- _TASK DATA_
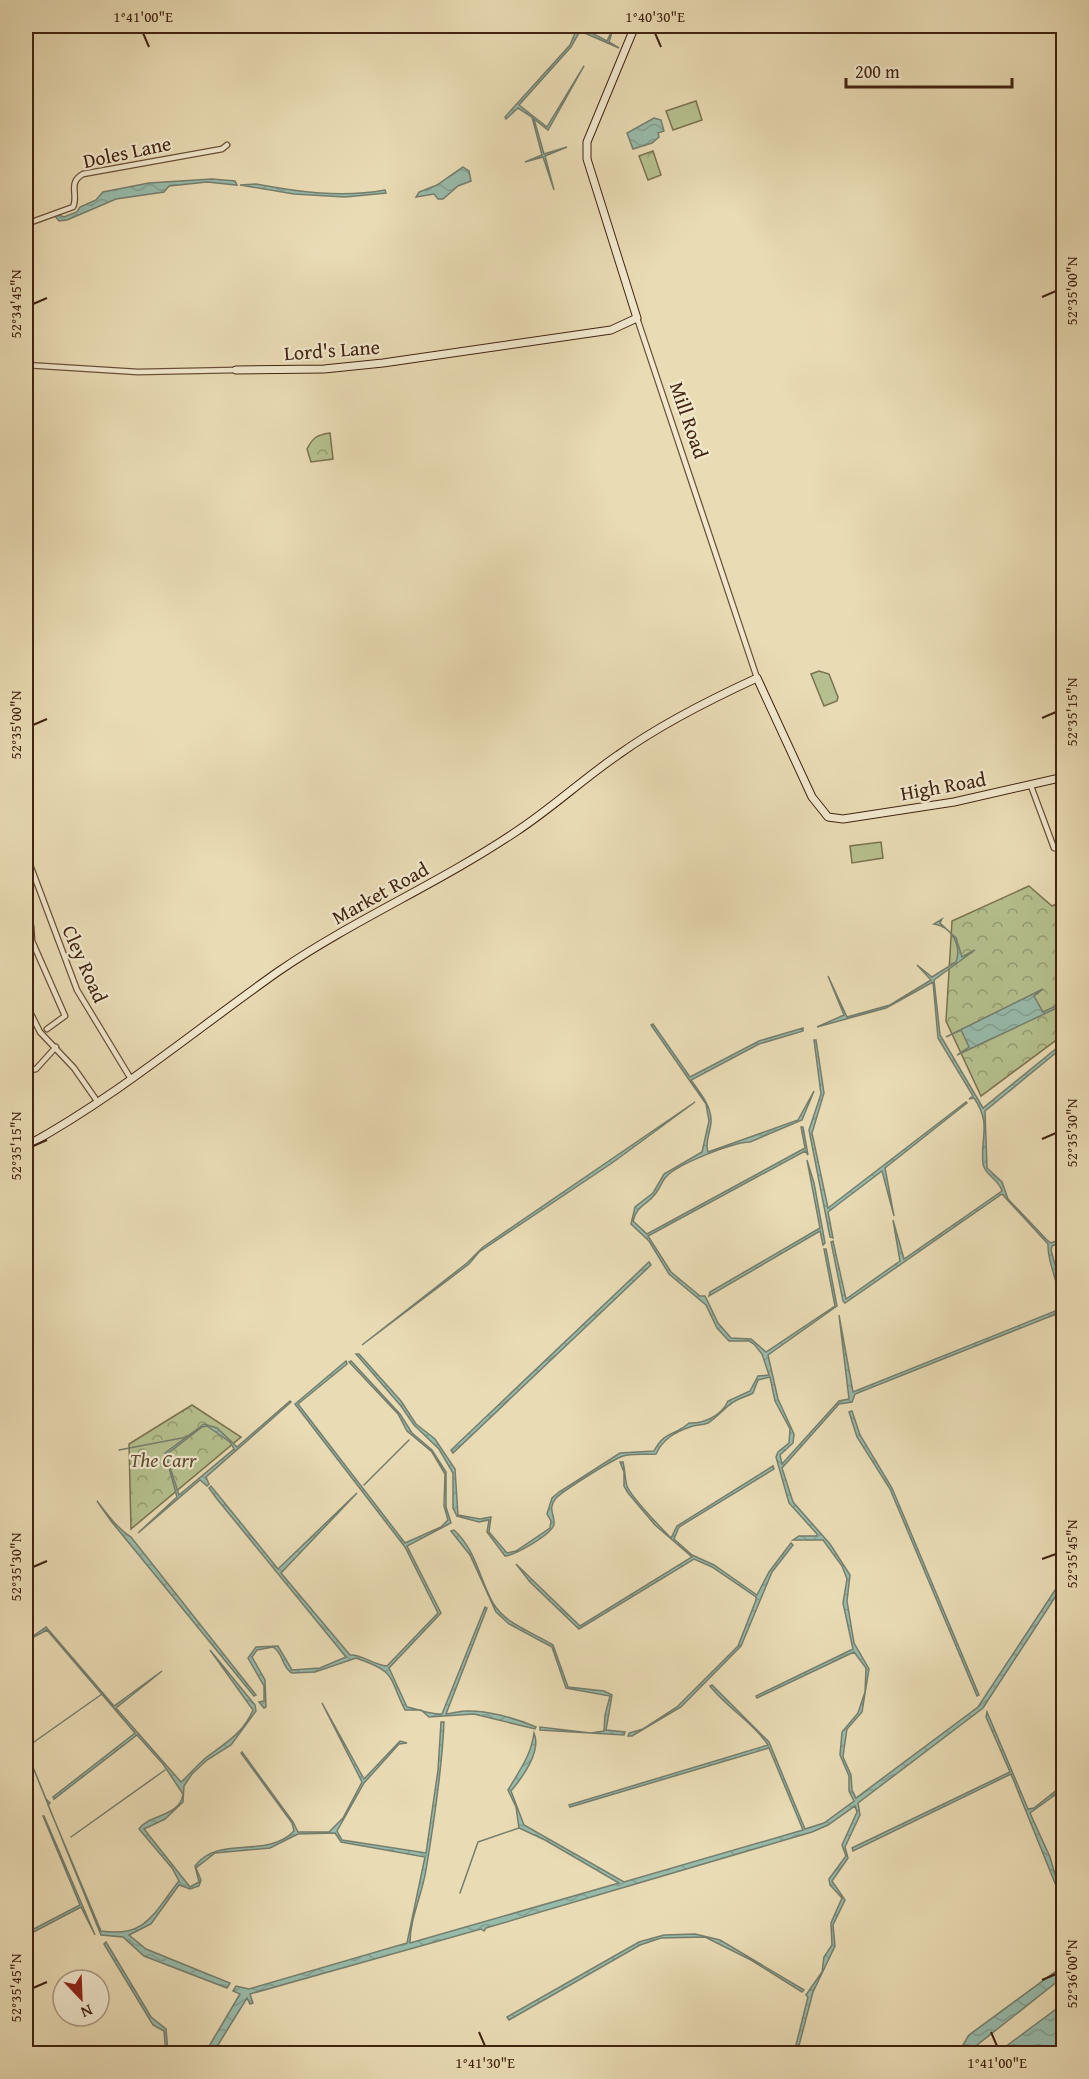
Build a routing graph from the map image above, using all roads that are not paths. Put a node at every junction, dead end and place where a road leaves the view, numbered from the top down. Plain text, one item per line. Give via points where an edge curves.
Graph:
1 (635, 26) edge
2 (227, 146) dead end
3 (26, 224) edge
4 (637, 318) junction
5 (26, 365) edge
6 (236, 370) joint
7 (757, 678) junction
8 (1064, 777) edge
9 (1031, 786) junction
10 (828, 817) joint
11 (1064, 851) edge
12 (26, 855) edge
13 (26, 913) edge
14 (26, 1004) edge
15 (32, 1021) junction
16 (26, 1025) edge
17 (47, 1029) dead end
18 (56, 1047) junction
19 (26, 1071) edge
20 (131, 1079) junction
21 (97, 1101) junction
22 (26, 1146) edge

1 - 4 street, Mill Road via 587,142 587,159
2 - 3 street, Doles Lane via 83,174 73,185 73,207
4 - 6 street, Lord's Lane via 611,330 383,363 324,369
4 - 7 street, Mill Road
5 - 6 street, Lord's Lane via 138,372
7 - 10 street, Mill Road via 812,797
7 - 20 street, Market Road via 652,733 515,833 425,888 324,942
8 - 9 street, High Road
9 - 10 street, High Road via 878,814
9 - 11 street via 1054,849
12 - 20 street, Cley Road via 77,990
13 - 17 street via 32,941 64,1016
14 - 15 street
15 - 16 street
15 - 18 street
18 - 19 street via 36,1069
18 - 21 street
20 - 21 street, Market Road
21 - 22 street, Market Road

- _EXERCISE DETAILS_
The whole listing is to be written out exactly; the pictures stay out of the copy.

- _TASK SOLUTION_
Build a routing graph from the map image above, using all roads that are not paths. Put a node at every junction, dead end and place where a road leaves the view, numbered from the top down. Plain text, one item per line. Give via points where an edge curves.
Graph:
1 (635, 26) edge
2 (227, 146) dead end
3 (26, 224) edge
4 (637, 318) junction
5 (26, 365) edge
6 (236, 370) joint
7 (757, 678) junction
8 (1064, 777) edge
9 (1031, 786) junction
10 (828, 817) joint
11 (1064, 851) edge
12 (26, 855) edge
13 (26, 913) edge
14 (26, 1004) edge
15 (32, 1021) junction
16 (26, 1025) edge
17 (47, 1029) dead end
18 (56, 1047) junction
19 (26, 1071) edge
20 (131, 1079) junction
21 (97, 1101) junction
22 (26, 1146) edge

1 - 4 street, Mill Road via 587,142 587,159
2 - 3 street, Doles Lane via 83,174 73,185 73,207
4 - 6 street, Lord's Lane via 611,330 383,363 324,369
4 - 7 street, Mill Road
5 - 6 street, Lord's Lane via 138,372
7 - 10 street, Mill Road via 812,797
7 - 20 street, Market Road via 652,733 515,833 425,888 324,942
8 - 9 street, High Road
9 - 10 street, High Road via 878,814
9 - 11 street via 1054,849
12 - 20 street, Cley Road via 77,990
13 - 17 street via 32,941 64,1016
14 - 15 street
15 - 16 street
15 - 18 street
18 - 19 street via 36,1069
18 - 21 street
20 - 21 street, Market Road
21 - 22 street, Market Road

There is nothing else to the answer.